L'effondrement de la cabane neuve de Gargas n'est pas sans rappeler un dénouement similaire survenu, il y a quelque 50 ans, à la première tentative de construction expérimentale d'un « cabanon pointu »  menée par l'ethnologue provençal Pierre Martel, mais alors que le volumineux cabanon gargassien a été victime d'un terrain impropre et de fondations inadéquates, celui de Bonnechère s'est effondré à mi-hauteur en raison d'une méconnaissance des règles élémentaires de la maçonnerie sèche (règles que Pierre Martel cherchait justement à retrouver). L'histoire de la cabane de Bonnechère a été évoquée dans notre « Bibliographie analytique et critique de l'architecture rurale en pierre sèche de Provence », parue dans L'Architecture vernaculaire rurale, suppl. No 2, 1980, pp. 100-102.

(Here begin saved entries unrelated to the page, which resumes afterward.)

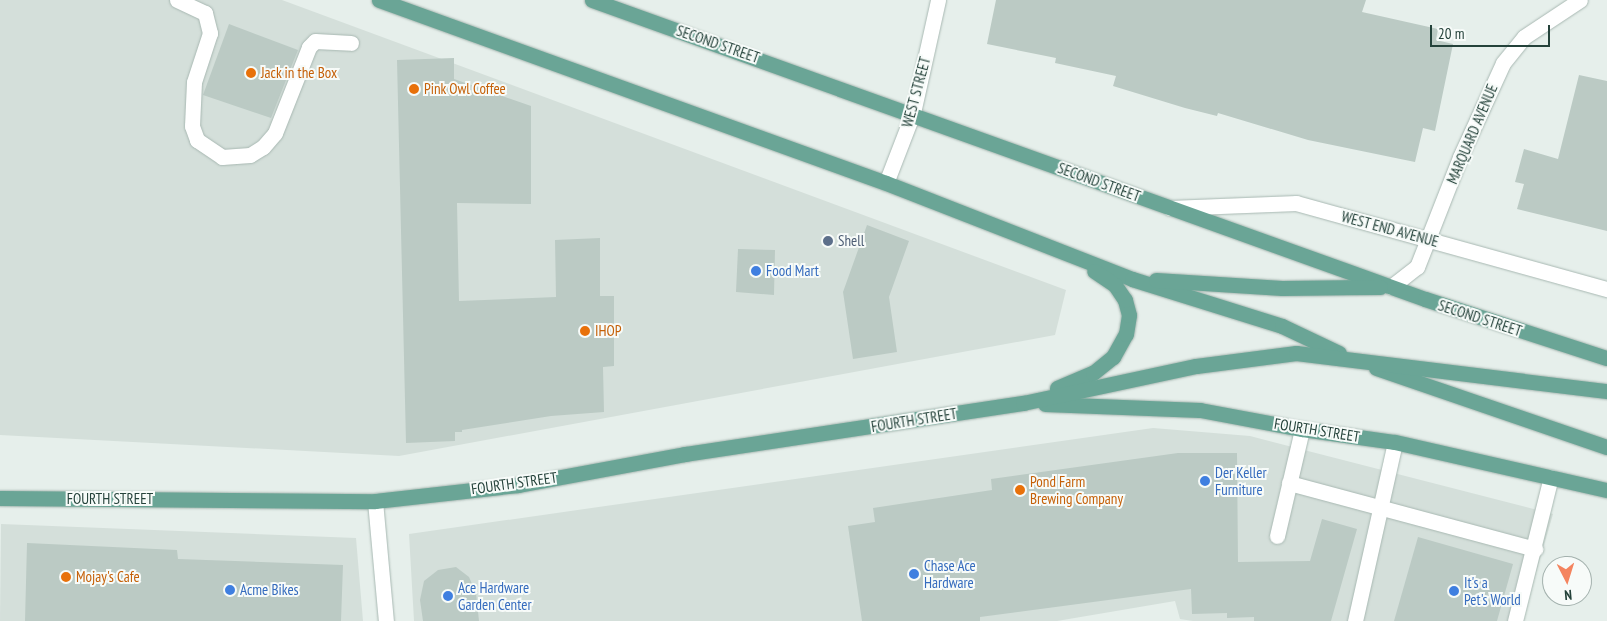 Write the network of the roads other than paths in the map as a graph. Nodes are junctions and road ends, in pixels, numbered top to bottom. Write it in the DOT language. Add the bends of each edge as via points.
graph roads {
  1 [pos="177,0"];
  2 [pos="378,0"];
  3 [pos="592,0"];
  4 [pos="938,0"];
  5 [pos="1580,0"];
  6 [pos="351,42"];
  7 [pos="913,113"];
  8 [pos="886,182"];
  9 [pos="1169,208"];
  10 [pos="1430,240"];
  11 [pos="1054,246"];
  12 [pos="1132,279"];
  13 [pos="1391,287"];
  14 [pos="1607,289"];
  15 [pos="1348,358"];
  16 [pos="1607,358"];
  17 [pos="1607,391"];
  18 [pos="1023,403"];
  19 [pos="1302,429"];
  20 [pos="1395,442"];
  21 [pos="1607,448"];
  22 [pos="1552,477"];
  23 [pos="1289,484"];
  24 [pos="1607,490"];
  25 [pos="0,498"];
  26 [pos="375,501"];
  27 [pos="1382,508"];
  28 [pos="1277,536"];
  29 [pos="1535,549"];
  30 [pos="386,621"];
  31 [pos="1355,621"];
  32 [pos="1515,621"];
  1 -- 6 [label="street" via="205,13 210,33 194,82 192,126 197,140 222,157 250,155 263,147 275,132 309,47 315,41"];
  2 -- 8 [label="main road"];
  3 -- 7 [label="main road, SECOND STREET"];
  4 -- 7 [label="street, WEST STREET"];
  5 -- 10 [label="street, MARQUARD AVENUE" via="1524,37 1503,63 1460,157"];
  7 -- 8 [label="street, WEST STREET"];
  7 -- 9 [label="main road, SECOND STREET"];
  8 -- 11 [label="main road"];
  9 -- 10 [label="street, WEST END AVENUE" via="1296,203"];
  9 -- 13 [label="main road, SECOND STREET"];
  10 -- 13 [label="street, MARQUARD AVENUE" via="1418,267"];
  10 -- 14 [label="street, WEST END AVENUE"];
  11 -- 12 [label="main road"];
  11 -- 18 [label="main road" via="1115,284 1129,315 1126,334 1113,357 1093,373"];
  12 -- 13 [label="main road" via="1282,288"];
  12 -- 15 [label="main road" via="1282,326"];
  13 -- 16 [label="main road, SECOND STREET"];
  15 -- 17 [label="main road, FOURTH STREET"];
  15 -- 18 [label="main road, FOURTH STREET" via="1296,353 1196,366"];
  15 -- 21 [label="main road, FOURTH STREET"];
  18 -- 19 [label="main road, FOURTH STREET" via="1200,410"];
  18 -- 26 [label="main road, FOURTH STREET" via="686,454 518,485"];
  19 -- 20 [label="main road, FOURTH STREET"];
  19 -- 23 [label="street"];
  20 -- 22 [label="main road, FOURTH STREET"];
  20 -- 27 [label="street"];
  22 -- 24 [label="main road, FOURTH STREET"];
  22 -- 29 [label="street"];
  23 -- 27 [label="street"];
  23 -- 28 [label="street"];
  25 -- 26 [label="main road, FOURTH STREET"];
  26 -- 30 [label="street"];
  27 -- 29 [label="street"];
  27 -- 31 [label="street"];
  29 -- 32 [label="street"];
}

Cabanon pointu construit par Pierre Martel à Bonnechère (Alpes-de-Haute-Provence). Photo de Jean Laffiite

Le résultat de la deuxième tentative de construction d'un « cabanon pointu » par Pierre Martel à Bonnechère (Alpes-de-Haute-Provence). L'édifice a fêté ses cinquante ans. Photo Jean Laffitte © CERAV.

 

Constitution d'un socle de gros blocs dans l'anneau de fondation. Source de la photo : Charles Ewald, À construire vous-même, le "cabanon" romain, dans La revue des bricoleurs, bricole et brocante, No 11, septembre 1973, pp. 54-64

 

2 - La tradition de la petite architecture rustique en pierre sèche du Lot : ses dernières manifestations (1860-1975)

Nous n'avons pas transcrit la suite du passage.